Da gibt es das alte Sprichwort welches immer noch Gültigkeit hat: "Als Sprinter wirst du geboren, Ausdauersportler kann man werden". Oder anders gesagt, wer Genetisch nicht die schnellen Muskelfasern mitbringt, wird sich diese kaum antrainieren können. In die andere Richtung ist es eher möglich.
Müssen Frauen bezüglich ihrem Zyklus etwas beachten?
Ja unbedingt. Ein Gewicht das heute kein Problem ist, wird unter Umständen in der nächste Woche viel zu schwer sein. Die Leistungsfähigkeit – vor allem im Maximalkraft-Bereich – schwankt sehr stark, je nach Zyklusphase. Hier empfiehlt es sich, auf die gefühlte Anstrengung zu achten und ein Trainingstagebuch zu führen, wann sie sich wie stark fühlt. Das Gewicht sollte dann entsprechend angepasst werden.
Was ist mit Kinder / Jugendlichen und Krafttraining?
Zwar schadet Krafttraining mit Gewichten Kindern nicht, jedoch sollte der Spassfaktor im Vordergrund stehen. Also lieber mit Sprüngen arbeiten. Bei Jugendlichen ist es aber durchaus sinnvoll, mit Gewichten zu arbeiten. Vor allem die Knochendichte wird positiv beeinflusst. Natürlich gilt es auch hier, auf eine gute Technik zu achten.
Und ältere Personen?
Je älter umso wichtiger ist das Krafttraining. Ich tue mich immer schwer das zu sagen, aber bereits ab einem Alter von 30 Jahren, geht es mit den Muskeln tendenziell bergab. Alle Masters-Fahrer:innen sollten also unbedingt Krafttraining machen.
Momentan hoch im Trend ist Crosstraining oder ähnliche Workout-Formen. Zu Recht?
Ein Crosstraining ist eher einem Ausdauertraining zuzuordnen als einem Krafttraining, Muskelkater hin oder her. Wie oben gesagt lieber mit hohen Gewichten arbeiten, anstatt etwas zu machen, das einen primär Körperlich ermüdet.

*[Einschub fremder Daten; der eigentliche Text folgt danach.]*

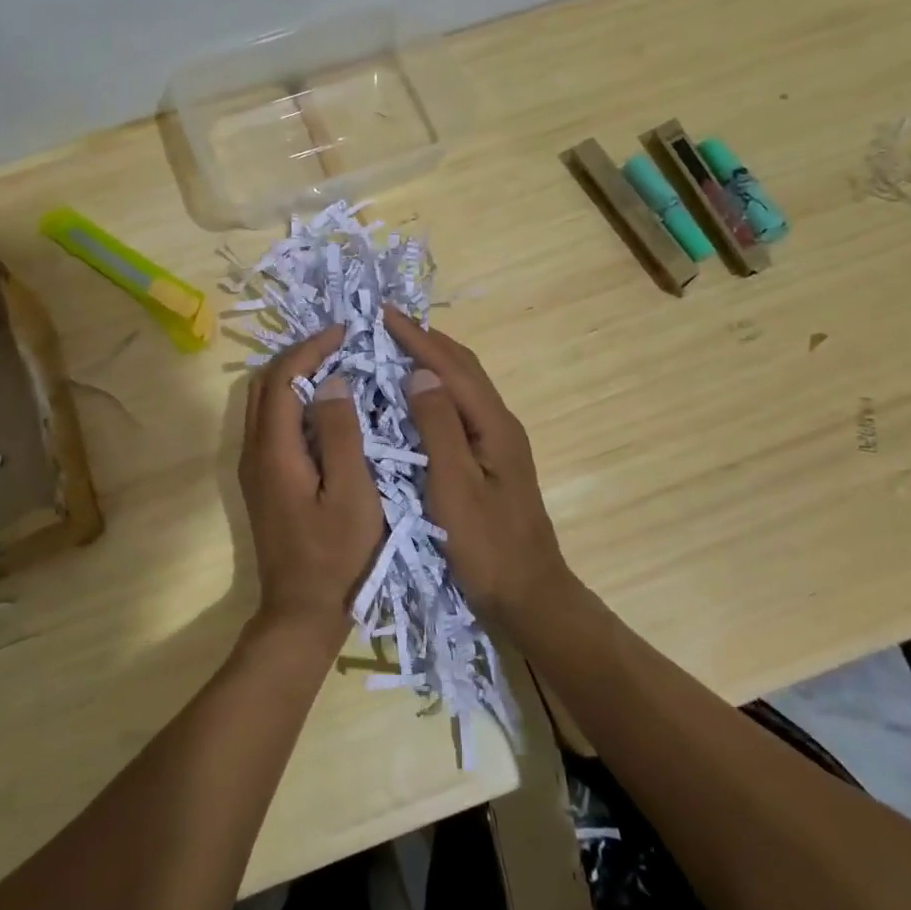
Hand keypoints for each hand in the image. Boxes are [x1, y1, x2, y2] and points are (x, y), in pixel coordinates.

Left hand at [239, 325, 384, 643]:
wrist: (301, 612)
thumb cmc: (337, 556)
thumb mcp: (353, 494)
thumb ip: (342, 434)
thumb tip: (333, 381)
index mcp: (275, 450)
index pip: (285, 378)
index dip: (312, 348)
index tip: (345, 331)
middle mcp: (254, 451)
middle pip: (265, 384)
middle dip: (299, 354)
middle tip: (340, 344)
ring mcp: (253, 466)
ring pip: (263, 402)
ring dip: (293, 375)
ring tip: (334, 366)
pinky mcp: (261, 480)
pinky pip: (270, 422)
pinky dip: (292, 400)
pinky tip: (323, 407)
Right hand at [384, 308, 575, 628]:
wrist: (527, 595)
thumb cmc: (486, 545)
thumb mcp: (454, 486)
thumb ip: (438, 427)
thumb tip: (420, 373)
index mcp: (493, 425)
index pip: (452, 367)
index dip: (417, 338)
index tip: (382, 314)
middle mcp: (500, 424)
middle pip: (464, 368)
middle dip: (427, 341)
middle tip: (387, 324)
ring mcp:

Dann ist auch leichtes Rumpfkraft-Training für die Katz?
Nein auf keinen Fall. Sogenannte "Stabi-Übungen" sind eine wichtige Ergänzung zum Krafttraining und dienen auch der Verletzung-Profilaxe. Jedoch muss nicht der Schweiss tropfen, indem man nahtlos eine Übung an die andere hängt, wie beim Crosstraining.

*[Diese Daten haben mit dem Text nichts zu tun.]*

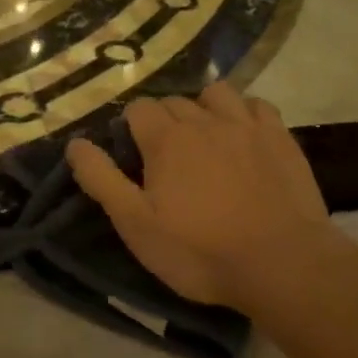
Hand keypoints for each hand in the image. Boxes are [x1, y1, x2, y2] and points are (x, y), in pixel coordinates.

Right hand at [65, 83, 330, 310]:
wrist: (282, 264)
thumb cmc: (200, 251)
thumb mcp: (136, 225)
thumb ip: (102, 180)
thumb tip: (75, 143)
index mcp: (166, 139)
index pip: (138, 109)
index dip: (131, 129)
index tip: (135, 157)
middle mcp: (204, 120)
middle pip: (174, 101)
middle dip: (164, 121)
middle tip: (166, 158)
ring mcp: (246, 124)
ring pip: (216, 94)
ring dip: (204, 108)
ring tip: (206, 138)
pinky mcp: (281, 137)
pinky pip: (257, 106)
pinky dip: (245, 113)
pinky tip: (244, 137)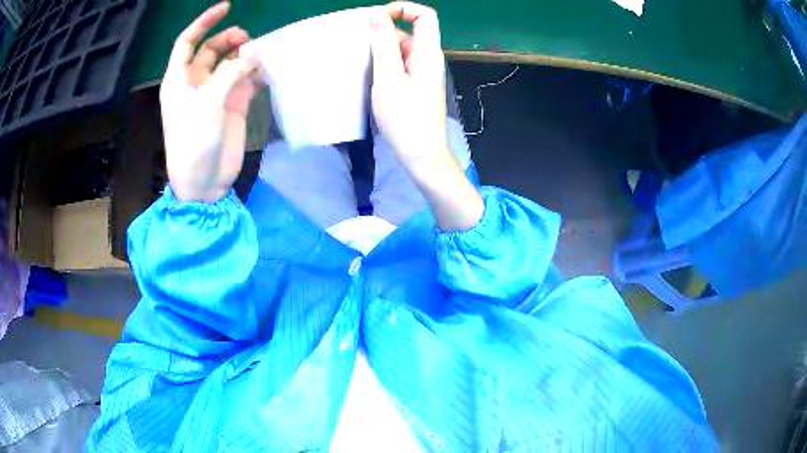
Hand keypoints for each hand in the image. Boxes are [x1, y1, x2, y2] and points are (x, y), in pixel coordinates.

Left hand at [160, 2, 260, 202]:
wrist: (204, 182)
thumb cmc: (193, 143)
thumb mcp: (207, 104)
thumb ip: (231, 73)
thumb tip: (256, 51)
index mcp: (179, 80)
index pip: (187, 42)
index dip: (204, 23)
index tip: (226, 7)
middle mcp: (196, 83)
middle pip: (212, 50)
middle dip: (229, 39)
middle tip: (248, 40)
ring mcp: (216, 94)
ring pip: (232, 63)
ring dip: (246, 55)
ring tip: (262, 54)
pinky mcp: (233, 105)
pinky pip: (246, 80)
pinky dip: (257, 73)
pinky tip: (269, 70)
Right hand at [370, 2, 448, 167]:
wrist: (422, 155)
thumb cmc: (405, 118)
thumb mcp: (388, 78)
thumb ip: (384, 43)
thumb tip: (377, 13)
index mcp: (428, 52)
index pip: (425, 16)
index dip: (404, 8)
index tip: (378, 17)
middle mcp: (429, 58)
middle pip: (409, 32)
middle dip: (384, 32)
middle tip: (358, 45)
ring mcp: (423, 73)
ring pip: (402, 49)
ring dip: (381, 50)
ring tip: (358, 61)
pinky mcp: (416, 85)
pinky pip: (400, 65)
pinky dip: (385, 64)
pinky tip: (368, 75)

Dann kann ich die TRX / Sypoba-Übungen und meine Lieblingsübung (Side- & Front-Planks) beruhigt weiter machen?
Auf jeden Fall!
Cool! Zum Abschluss erlaube ich mir, noch etwas Werbung in eigener Sache zu machen: Warum nimmst du trotz deinem enormen Fachwissen als Sportwissenschaftler, die Dienste von Wyss Training in Anspruch?

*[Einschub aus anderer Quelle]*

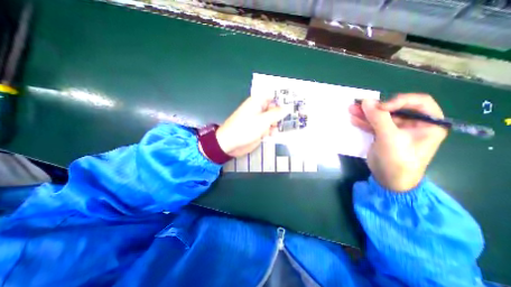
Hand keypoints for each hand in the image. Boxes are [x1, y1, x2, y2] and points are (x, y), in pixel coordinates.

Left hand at [213, 97, 288, 157]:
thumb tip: (288, 107)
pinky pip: (269, 128)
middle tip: (292, 118)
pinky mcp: (258, 129)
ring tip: (278, 129)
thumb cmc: (245, 129)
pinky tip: (271, 135)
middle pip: (274, 108)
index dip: (283, 99)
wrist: (230, 144)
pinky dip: (272, 131)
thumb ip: (276, 114)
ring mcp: (259, 120)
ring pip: (273, 119)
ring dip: (277, 124)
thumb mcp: (263, 120)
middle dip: (282, 113)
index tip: (294, 103)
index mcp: (257, 102)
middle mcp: (259, 109)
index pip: (273, 96)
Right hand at [352, 94, 448, 192]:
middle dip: (375, 107)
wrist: (389, 180)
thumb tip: (366, 101)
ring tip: (351, 109)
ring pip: (381, 117)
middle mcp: (413, 124)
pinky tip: (354, 119)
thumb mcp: (389, 138)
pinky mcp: (383, 136)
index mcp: (427, 123)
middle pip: (394, 109)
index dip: (397, 101)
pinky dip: (364, 122)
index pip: (417, 102)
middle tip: (358, 104)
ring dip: (366, 114)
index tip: (380, 108)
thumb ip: (378, 118)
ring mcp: (396, 130)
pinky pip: (374, 125)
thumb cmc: (398, 160)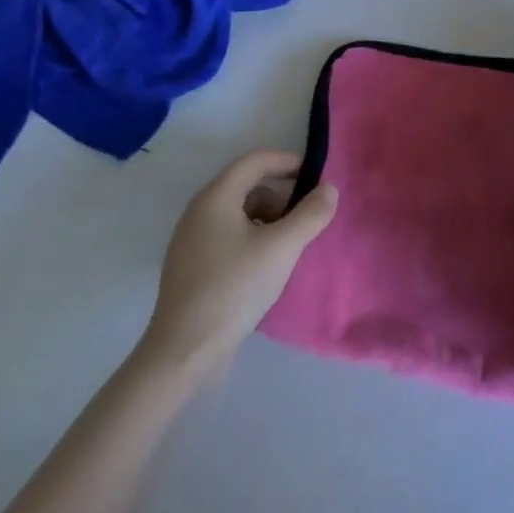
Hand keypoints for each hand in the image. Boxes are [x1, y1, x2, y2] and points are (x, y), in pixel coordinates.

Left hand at [138, 150, 337, 372]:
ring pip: (239, 214)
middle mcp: (199, 212)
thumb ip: (310, 214)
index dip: (288, 162)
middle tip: (307, 219)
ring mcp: (192, 241)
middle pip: (248, 186)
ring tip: (290, 246)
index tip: (316, 178)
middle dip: (282, 196)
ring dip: (270, 220)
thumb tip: (329, 190)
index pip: (256, 160)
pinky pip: (229, 237)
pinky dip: (254, 239)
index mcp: (215, 198)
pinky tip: (268, 267)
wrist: (184, 352)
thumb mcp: (282, 247)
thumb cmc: (234, 288)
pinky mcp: (193, 268)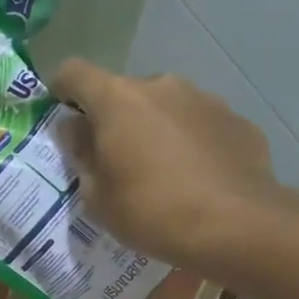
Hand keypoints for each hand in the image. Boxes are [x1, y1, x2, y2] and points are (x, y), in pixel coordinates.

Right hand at [49, 59, 298, 268]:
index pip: (73, 73)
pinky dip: (189, 142)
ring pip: (164, 106)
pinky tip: (194, 178)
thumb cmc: (151, 211)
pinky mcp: (237, 120)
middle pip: (122, 92)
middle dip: (113, 119)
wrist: (238, 226)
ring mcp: (204, 99)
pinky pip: (198, 125)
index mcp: (117, 99)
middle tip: (113, 160)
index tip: (61, 117)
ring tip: (159, 172)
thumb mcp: (96, 194)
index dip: (60, 90)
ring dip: (153, 128)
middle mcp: (160, 86)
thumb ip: (81, 154)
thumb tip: (76, 129)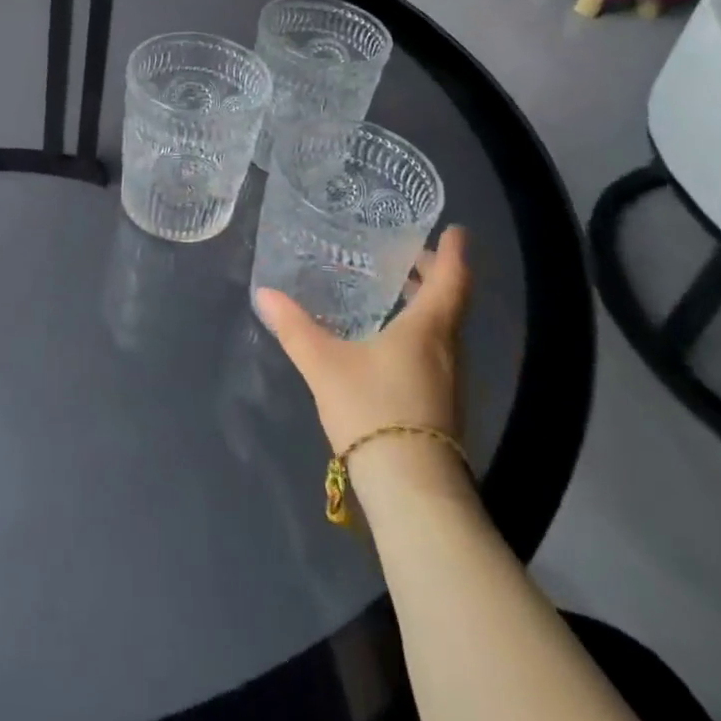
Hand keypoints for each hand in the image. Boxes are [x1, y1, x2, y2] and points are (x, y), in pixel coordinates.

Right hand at [254, 225, 473, 498]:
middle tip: (406, 255)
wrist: (411, 491)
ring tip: (394, 290)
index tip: (455, 230)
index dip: (452, 253)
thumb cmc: (374, 410)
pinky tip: (389, 340)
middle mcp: (446, 350)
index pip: (450, 280)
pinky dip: (419, 331)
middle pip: (449, 302)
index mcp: (427, 329)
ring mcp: (448, 381)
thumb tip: (264, 293)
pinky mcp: (441, 406)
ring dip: (425, 304)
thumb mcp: (324, 364)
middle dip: (432, 275)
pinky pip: (435, 352)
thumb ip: (295, 328)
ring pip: (443, 329)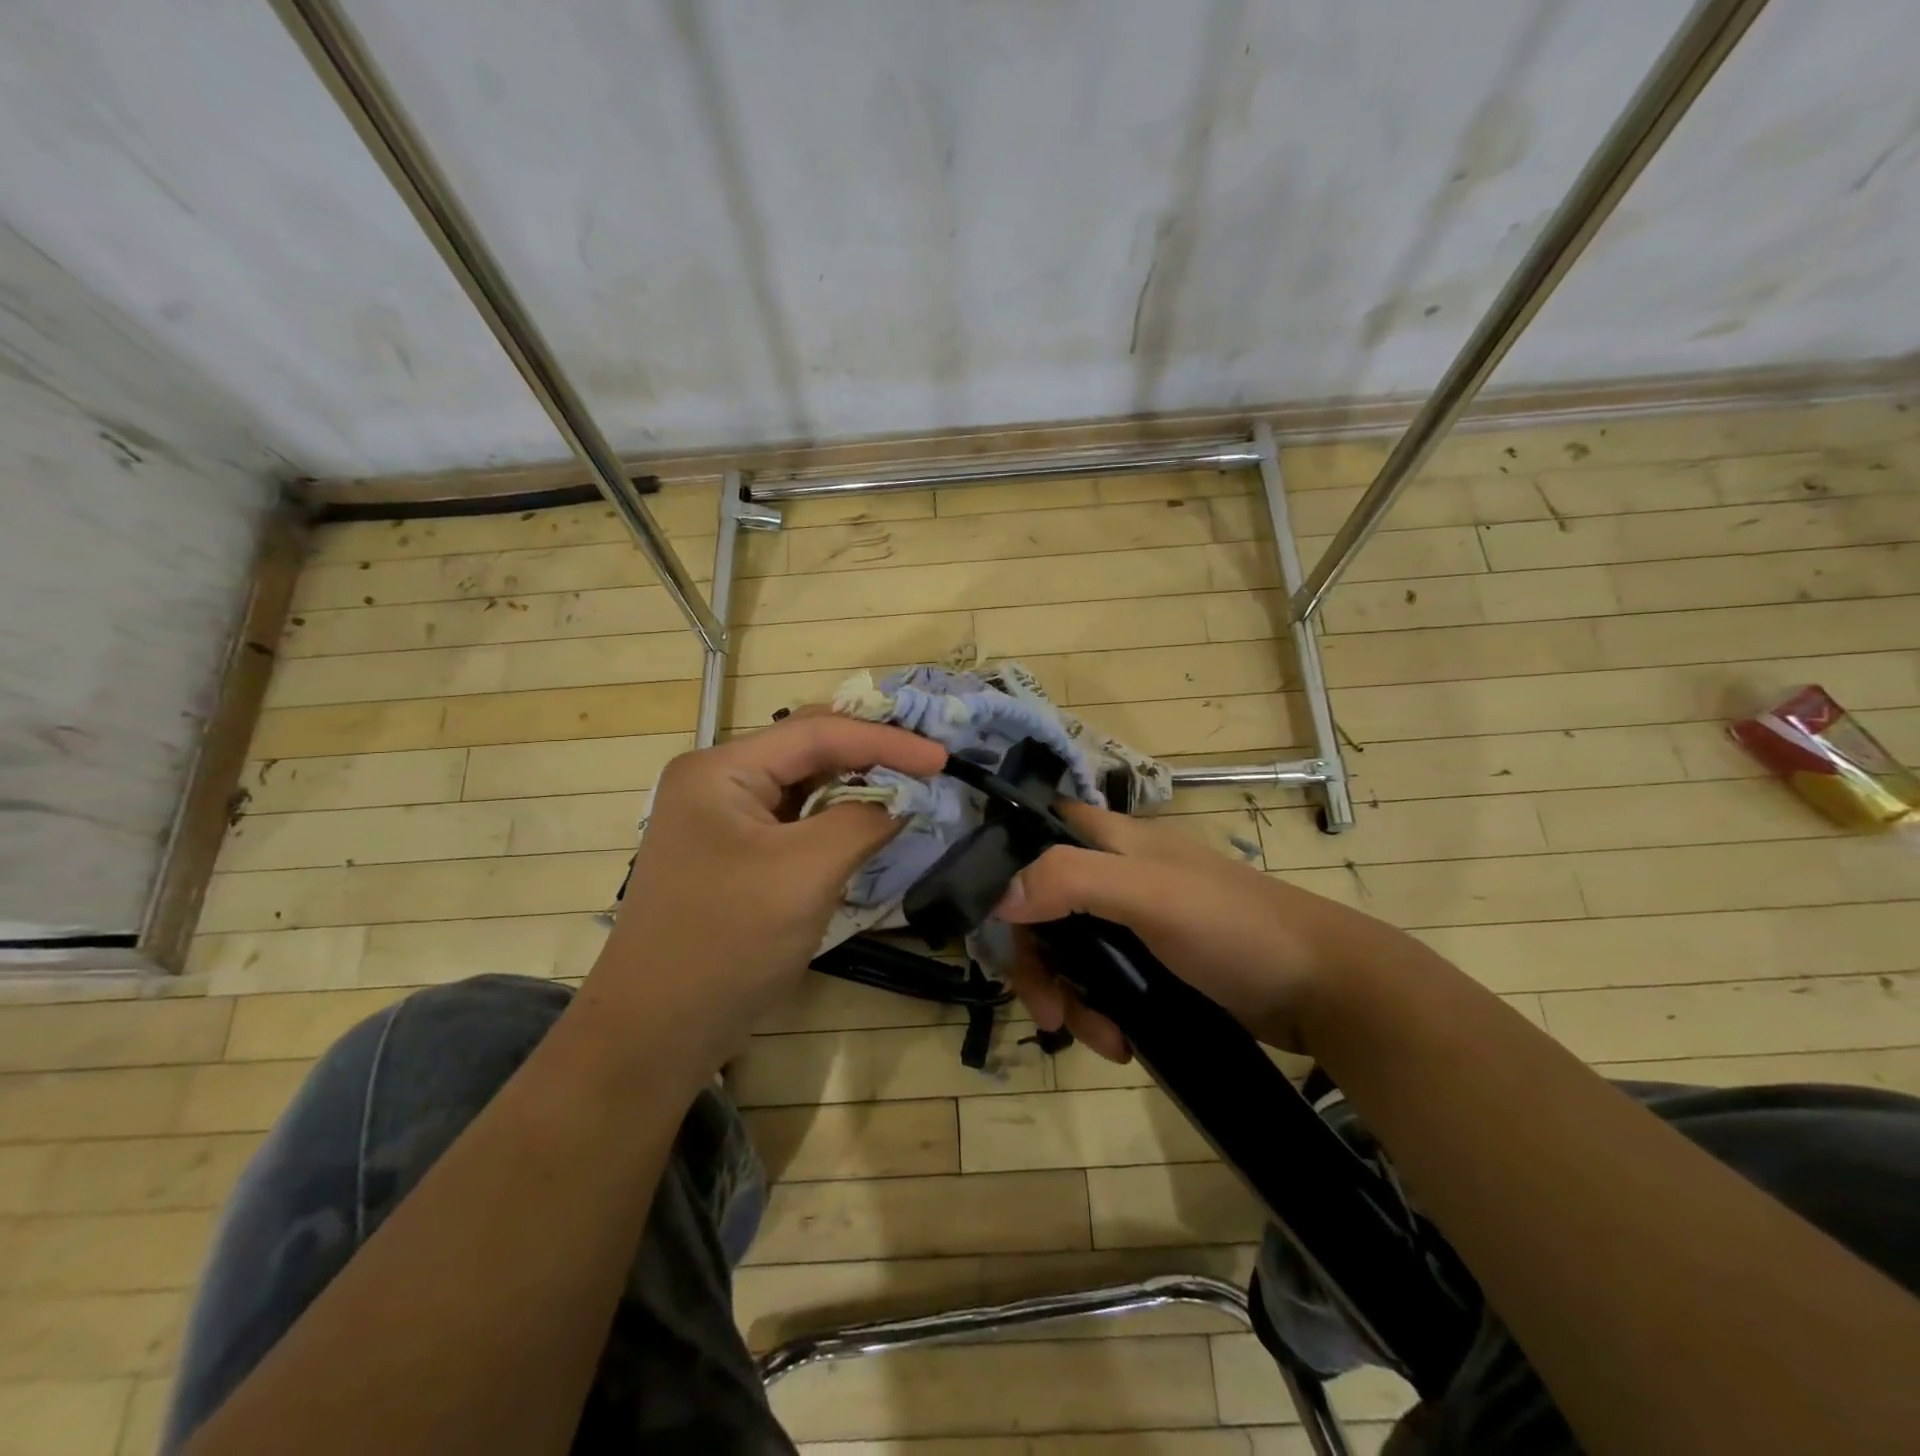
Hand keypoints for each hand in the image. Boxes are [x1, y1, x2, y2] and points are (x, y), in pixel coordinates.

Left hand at [588, 714, 945, 1076]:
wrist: (656, 1032)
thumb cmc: (727, 943)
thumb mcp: (805, 874)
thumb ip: (862, 823)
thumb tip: (903, 801)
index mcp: (721, 769)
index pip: (817, 732)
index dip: (885, 741)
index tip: (941, 758)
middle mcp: (717, 780)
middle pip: (807, 747)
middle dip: (870, 753)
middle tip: (926, 764)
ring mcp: (723, 817)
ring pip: (803, 783)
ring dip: (855, 785)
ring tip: (908, 787)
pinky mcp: (734, 852)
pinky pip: (795, 819)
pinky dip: (836, 817)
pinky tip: (868, 823)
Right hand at [997, 802, 1367, 1056]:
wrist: (1324, 990)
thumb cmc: (1235, 928)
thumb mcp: (1152, 896)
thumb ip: (1073, 881)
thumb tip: (999, 897)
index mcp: (1114, 841)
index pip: (1040, 831)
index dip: (1009, 864)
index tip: (996, 918)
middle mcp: (1117, 876)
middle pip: (1045, 907)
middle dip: (1038, 961)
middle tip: (1045, 1009)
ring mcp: (1135, 924)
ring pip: (1071, 953)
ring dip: (1070, 999)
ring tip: (1099, 1040)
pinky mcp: (1153, 966)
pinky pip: (1102, 985)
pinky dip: (1099, 1015)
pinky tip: (1120, 1044)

Die wissenschaftliche Studienlage zu kennen ist ein Teil, um Trainingsplanung zu verstehen. Aber ein zweiter extrem wichtiger Teil ist die Erfahrung aus der Praxis, und da ist es mir wichtig, einen Coach an meiner Seite zu haben, der diese Erfahrung mitbringt. Marcel Wyss weist diese Qualitäten auf, sei es durch seine beeindruckende Karriere als Radprofi aber auch durch seine Betreuung unzähliger Radsportler*innen von Amateur bis Profiniveau.
Vielen Dank Daniel für dieses spannende Interview!